L’éthique télévisuelle doit être abordée au travers des grands textes qui la régulent (conventions et chartes d’éthique des chaînes), de la déontologie, des programmes et des valeurs manifestées par les téléspectateurs. Les pistes suivantes seront privilégiées.

Déontologie et éthique

Plusieurs textes circonscrivent les droits et les devoirs des journalistes (Charte d’éthique professionnelle des journalistes, Déclaration de Münich). Néanmoins leur application à des cas concrets soulève parfois des difficultés d’ordre éthique. Pour ne prendre qu’un exemple, lors de l’attentat de Charlie hebdo, certains médias ont montré des images d’un terroriste abattant froidement le policier Ahmed Merabet, considérant que c’était une information. D’autres ont opposé à cet argument l’atteinte à la dignité humaine. Comment penser de tels cas ?

Le journalisme d’investigation peut-il, doit-il, proscrire les méthodes déloyales (caméra cachée, écoutes, etc.) ou l’intérêt du public est-il une cause supérieure ? Faut-il accepter les interviews intrusives, au moment où ce procédé, qui se rencontre parfois dans Cash investigation, est à la portée des journalistes « amateurs » ?
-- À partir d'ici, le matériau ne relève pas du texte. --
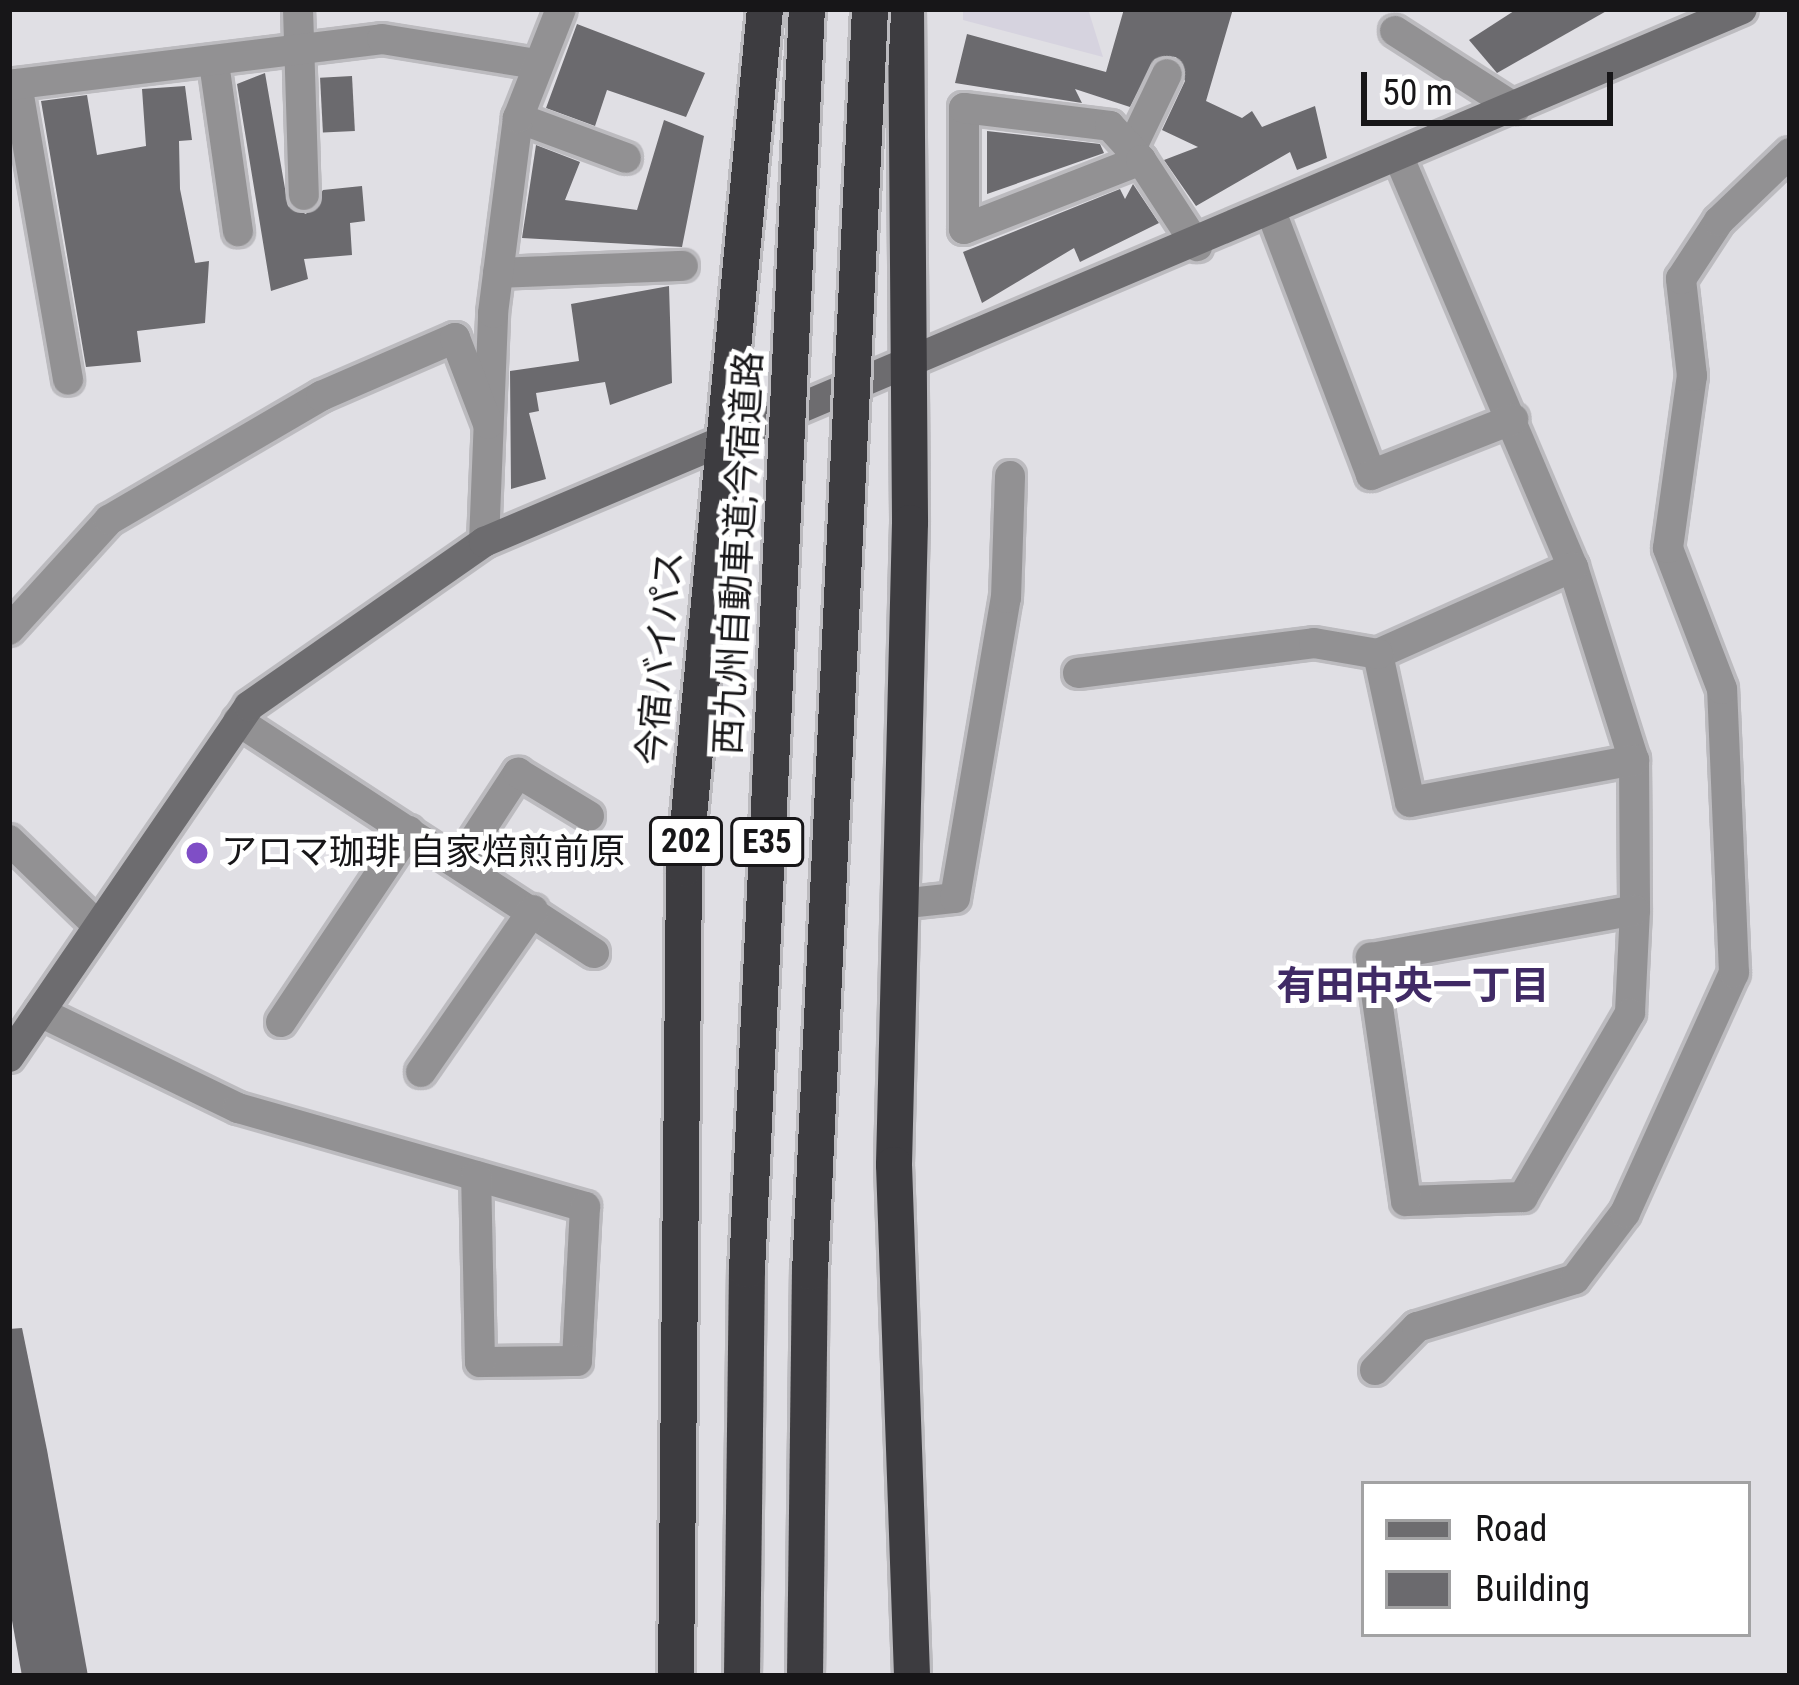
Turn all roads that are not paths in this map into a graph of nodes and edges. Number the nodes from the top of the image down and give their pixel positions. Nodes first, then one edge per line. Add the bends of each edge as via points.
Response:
1 (298, 9) edge
2 (561, 9) edge
3 (765, 9) edge
4 (807, 9) edge
5 (870, 9) edge
6 (906, 9) edge
7 (1742, 9) edge
8 (1395, 31) dead end
9 (296, 48) junction
10 (214, 63) junction
11 (536, 64) junction
12 (1167, 74) dead end
13 (13, 85) edge
14 (1514, 108) junction
15 (518, 118) junction
16 (1790, 153) edge
17 (1136, 154) junction
18 (626, 158) dead end
19 (1400, 160) junction
20 (304, 195) dead end
21 (1272, 214) junction
22 (238, 231) dead end
23 (1197, 246) junction
24 (682, 266) dead end
25 (498, 273) junction
26 (903, 371) junction
27 (68, 380) dead end
28 (1513, 419) junction
29 (488, 424) junction
30 (723, 442) junction
31 (1010, 476) dead end
32 (484, 542) junction
33 (1573, 567) junction
34 (9, 630) edge
35 (1378, 653) junction
36 (1078, 674) dead end
37 (238, 721) junction
38 (1634, 760) junction
39 (589, 816) dead end
40 (409, 831) junction
41 (9, 840) edge
42 (459, 863) junction
43 (898, 904) junction
44 (532, 910) junction
45 (1635, 910) junction
46 (94, 921) junction
47 (594, 953) dead end
48 (40, 1012) junction
49 (281, 1022) dead end
50 (11, 1048) edge
51 (421, 1072) dead end
52 (476, 1176) junction
53 (1375, 1370) dead end
54 (676, 1676) edge
55 (742, 1676) edge
56 (805, 1676) edge
57 (912, 1676) edge

1 - 9 street
2 - 11 street
3 - 30 highway, 今宿バイパス / 202
4 - 55 highway, 西九州自動車道;今宿道路 / E35, bridge via 748,1247
5 - 56 highway, E35, bridge via 810,1272
6 - 26 highway
7 - 14 street
8 - 14 street
9 - 10 street
9 - 11 street via 382,39
9 - 20 street
10 - 13 street
10 - 22 street
11 - 15 street
12 - 17 street
13 - 27 street
14 - 19 street
15 - 18 street
15 - 25 street
16 - 53 street via 1720,221 1681,279 1692,376 1668,548 1722,689 1735,973 1625,1213 1575,1279 1417,1327
17 - 17 street via 1110,126 964,108 964,229
17 - 23 street
19 - 21 street
19 - 28 street
21 - 23 street
21 - 28 street via 1371,475
23 - 26 street
24 - 25 street
25 - 29 street
26 - 30 street
26 - 43 highway
28 - 33 street
29 - 32 street
29 - 34 street via 455,338 321,396 109,520
30 - 32 street
30 - 54 highway, 今宿バイパス / 202 via 684,869
31 - 43 street via 1006,598 955,898
32 - 37 street
33 - 35 street
33 - 38 street
35 - 36 street via 1314,643
35 - 38 street via 1409,802
37 - 40 street
37 - 46 street
38 - 45 street
39 - 42 street via 518,773
40 - 42 street
40 - 49 street
41 - 46 street
42 - 44 street
43 - 57 highway via 894,1165
44 - 47 street
44 - 51 street
45 - 45 street via 1630,1013 1523,1197 1406,1201 1371,958
46 - 48 street
48 - 50 street
48 - 52 street via 238,1108
52 - 52 street via 585,1207 577,1361 480,1362

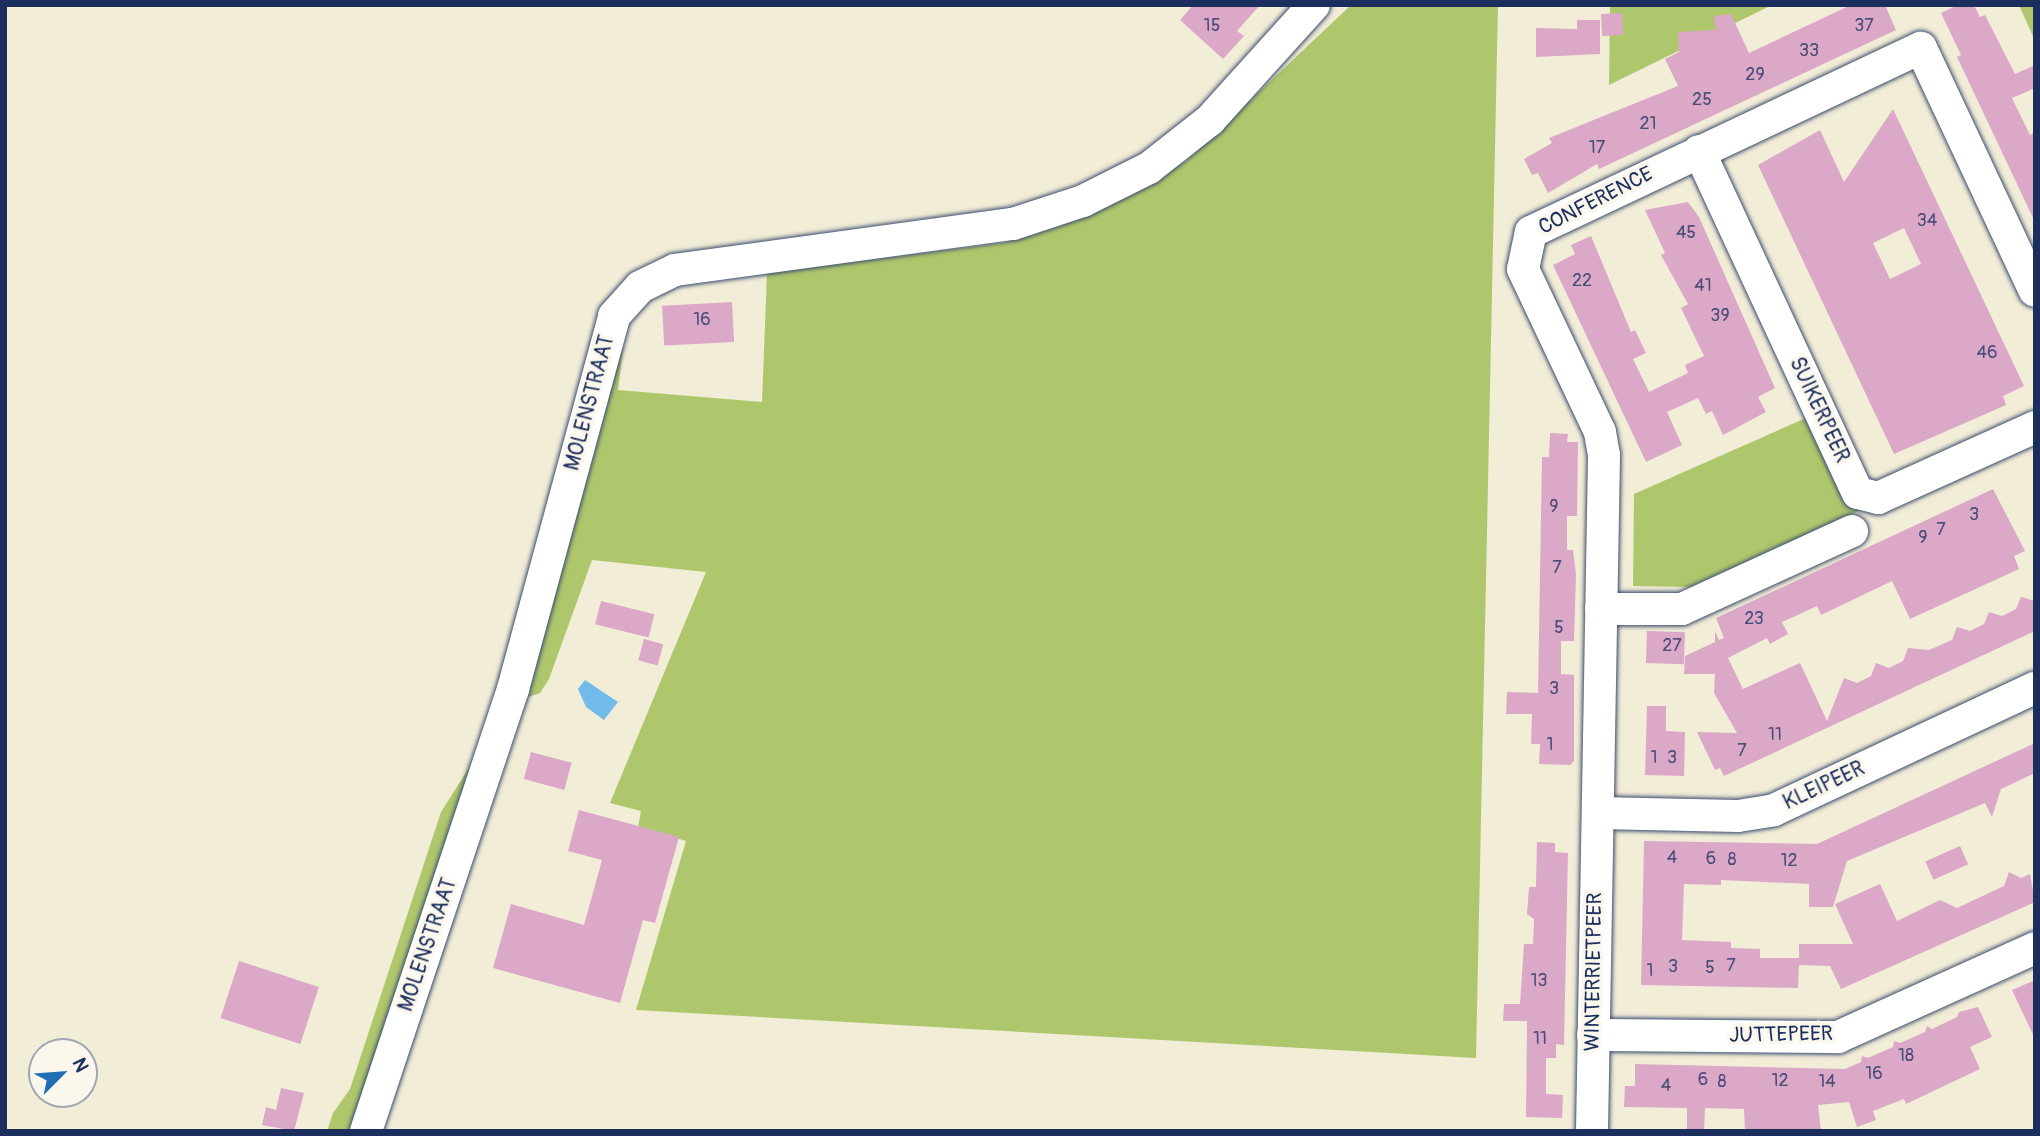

L’éthique des institutions et des entreprises

À partir de l’examen des textes – conventions des chaînes avec le CSA, décisions du CSA, Chartre d’éthique des chaînes, etc. –, quelles sont les valeurs promues ? Ont-elles évolué au cours des décennies ? Peut-on esquisser l’ethos des institutions et des entreprises audiovisuelles ? Que révèlent les signalements sur les valeurs du public ?

La représentation de la réalité

Peut-on tout montrer ? À de nombreuses reprises, ces dernières années, s’est posée la question de la monstration : doit-on montrer le corps d’un enfant rejeté par la mer ? Faut-il montrer des images des terroristes ? Comment rendre compte des violences dans les manifestations ? etc. Ces questions appellent des réflexions techniques (distance de la prise de vue, floutage, etc.) et philosophiques. Qu’en est-il de l’argument de la dignité humaine ?  Ogien, (2007), met quant à lui en évidence les impasses et les biais des discours moraux et défend ce qu’il appelle « une éthique minimale », rejetant toute forme de paternalisme d’État qui nuirait à la liberté.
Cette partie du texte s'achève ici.